Hunting, fishing, and hiking are the most popular activities on Montana's acres of public lands. However, there is another use for some of those wide-open spaces. Welcome to one of the largest classrooms in Montana.

Sage Steppe

This article and news story was originally published on the KBZK website.

Public land near Dillon is a geologist’s dream – large, sparse, and best of all available because it is public land.

Lab time for science classes is important for a hands-on experience of what the classroom sessions have discussed.

Students at the University of Montana Western in Dillon are able to take the classroom to the field because of the school’s unique curriculum plan. It’s Called Experience One – where students take one course at a time, for around three hours each day, for several weeks.

For geology students that means time on a parcel of public land near Dillon, not studying about geology, but living the life of a geologist.

“I think that if you turn people loose, with some guidance to make mistakes and correct those mistakes and produce, they will produce and they will produce quality products,” said Montana Western Geology Professor Dr. Rob Thomas. “But they have to know what they’re doing is real and making a difference. I think that is the heart of what Experience One is about.”

While Montana Western students have geology classes on this piece of public land because of Experience One, other students from around the world only get to use this lab during the summer.

“This place is ground zero for educational value in public lands,” said Thomas. “It’s a special place and because it is available to all the people it allows upwards of 27 field camps including international field camps from Oxford University and other places. (Students) come here and experience this really unique and special place that we have here in Montana.”

Over summer 2017, students from the University of Oregon were working on a mapping project, some in groups and some students alone – a situation geologists have to face every day.

“First it seemed very simple it’s was just boom, boom, boom,” said University of Oregon geology student Madison Ransom. “And then you start walking around and it’s definitely challenging. It’s really cool to see the structures that you see in a textbook in real life and get to take some strikes and dips and figure out what they’re doing underneath.”

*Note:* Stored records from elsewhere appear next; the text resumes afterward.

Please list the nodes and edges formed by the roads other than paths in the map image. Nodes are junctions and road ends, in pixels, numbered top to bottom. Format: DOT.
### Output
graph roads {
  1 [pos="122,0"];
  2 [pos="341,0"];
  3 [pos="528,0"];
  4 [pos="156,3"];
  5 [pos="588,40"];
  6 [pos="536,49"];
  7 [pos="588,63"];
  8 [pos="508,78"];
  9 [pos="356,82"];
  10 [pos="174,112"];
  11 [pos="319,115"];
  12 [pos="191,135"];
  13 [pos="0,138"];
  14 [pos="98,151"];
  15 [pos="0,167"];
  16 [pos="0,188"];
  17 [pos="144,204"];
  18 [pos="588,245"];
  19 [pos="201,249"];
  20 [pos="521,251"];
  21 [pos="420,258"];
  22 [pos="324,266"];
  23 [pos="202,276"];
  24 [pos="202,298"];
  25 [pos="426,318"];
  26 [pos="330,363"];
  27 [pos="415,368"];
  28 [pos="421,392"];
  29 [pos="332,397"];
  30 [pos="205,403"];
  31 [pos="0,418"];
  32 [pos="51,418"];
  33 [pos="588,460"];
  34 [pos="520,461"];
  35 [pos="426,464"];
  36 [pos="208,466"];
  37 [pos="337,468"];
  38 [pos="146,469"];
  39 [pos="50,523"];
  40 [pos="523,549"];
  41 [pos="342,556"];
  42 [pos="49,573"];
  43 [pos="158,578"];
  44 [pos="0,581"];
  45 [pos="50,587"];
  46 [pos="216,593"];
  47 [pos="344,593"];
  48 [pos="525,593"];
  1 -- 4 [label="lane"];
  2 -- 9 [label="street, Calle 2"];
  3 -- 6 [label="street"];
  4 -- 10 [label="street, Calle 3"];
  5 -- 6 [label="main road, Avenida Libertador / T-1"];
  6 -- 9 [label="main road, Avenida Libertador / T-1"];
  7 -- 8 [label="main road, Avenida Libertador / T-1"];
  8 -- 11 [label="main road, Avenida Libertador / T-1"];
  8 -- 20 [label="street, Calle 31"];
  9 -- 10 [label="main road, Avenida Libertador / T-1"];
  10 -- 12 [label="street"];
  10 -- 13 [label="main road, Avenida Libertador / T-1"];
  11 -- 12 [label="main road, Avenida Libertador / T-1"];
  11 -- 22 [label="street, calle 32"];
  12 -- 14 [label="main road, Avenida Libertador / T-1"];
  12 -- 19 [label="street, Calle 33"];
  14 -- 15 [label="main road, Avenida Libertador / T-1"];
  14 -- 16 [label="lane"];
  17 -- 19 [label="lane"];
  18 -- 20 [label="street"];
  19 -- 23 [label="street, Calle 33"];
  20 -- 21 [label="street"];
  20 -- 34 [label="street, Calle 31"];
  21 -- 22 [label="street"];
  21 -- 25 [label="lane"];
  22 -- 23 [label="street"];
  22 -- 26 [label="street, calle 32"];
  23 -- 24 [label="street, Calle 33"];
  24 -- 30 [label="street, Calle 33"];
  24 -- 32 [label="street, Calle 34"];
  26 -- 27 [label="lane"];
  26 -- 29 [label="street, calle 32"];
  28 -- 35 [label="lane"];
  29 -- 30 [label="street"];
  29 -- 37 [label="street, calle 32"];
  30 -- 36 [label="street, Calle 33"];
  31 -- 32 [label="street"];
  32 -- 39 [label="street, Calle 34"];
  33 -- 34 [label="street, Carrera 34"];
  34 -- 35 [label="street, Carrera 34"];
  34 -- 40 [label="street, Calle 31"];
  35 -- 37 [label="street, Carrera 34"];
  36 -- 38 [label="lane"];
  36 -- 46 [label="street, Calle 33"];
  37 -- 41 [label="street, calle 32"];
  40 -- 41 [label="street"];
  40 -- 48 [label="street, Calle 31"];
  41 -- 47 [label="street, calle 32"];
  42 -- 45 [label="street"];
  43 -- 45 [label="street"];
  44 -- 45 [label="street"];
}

“Pretty interesting both physically, socially everything,” added Matt Powell, another University of Oregon student. “It’s just a really interesting place. It’s really difficult but I’ve definitely learned more here than I have in any other course.”

Field camps have been going on for decades here but unlike sitting in a classroom, charts, notes, theories, and scientific concepts all come together in a little taste of geologic reality.

“What I see when students come back after field camp, and this is my own experiences too when I was a student, (is) they come back with a new perspective,” said University of Oregon Geology Professor Marli Miller. “They kind of learn how to think on their own. It’s not a classroom thing, they’ve had to come out here and they make their own mistakes and then they fix them and sometimes they don’t fix them but basically, they learn so much, kind of internally, that they come back and they are geologists.”

“Public lands are a sure thing, that we know the conditions are such, that we’re going to be able to come out and have access. It’s another value of the public lands that people commonly don’t hear about or think about,” said Thomas. “That’s the educational value of the public lands.”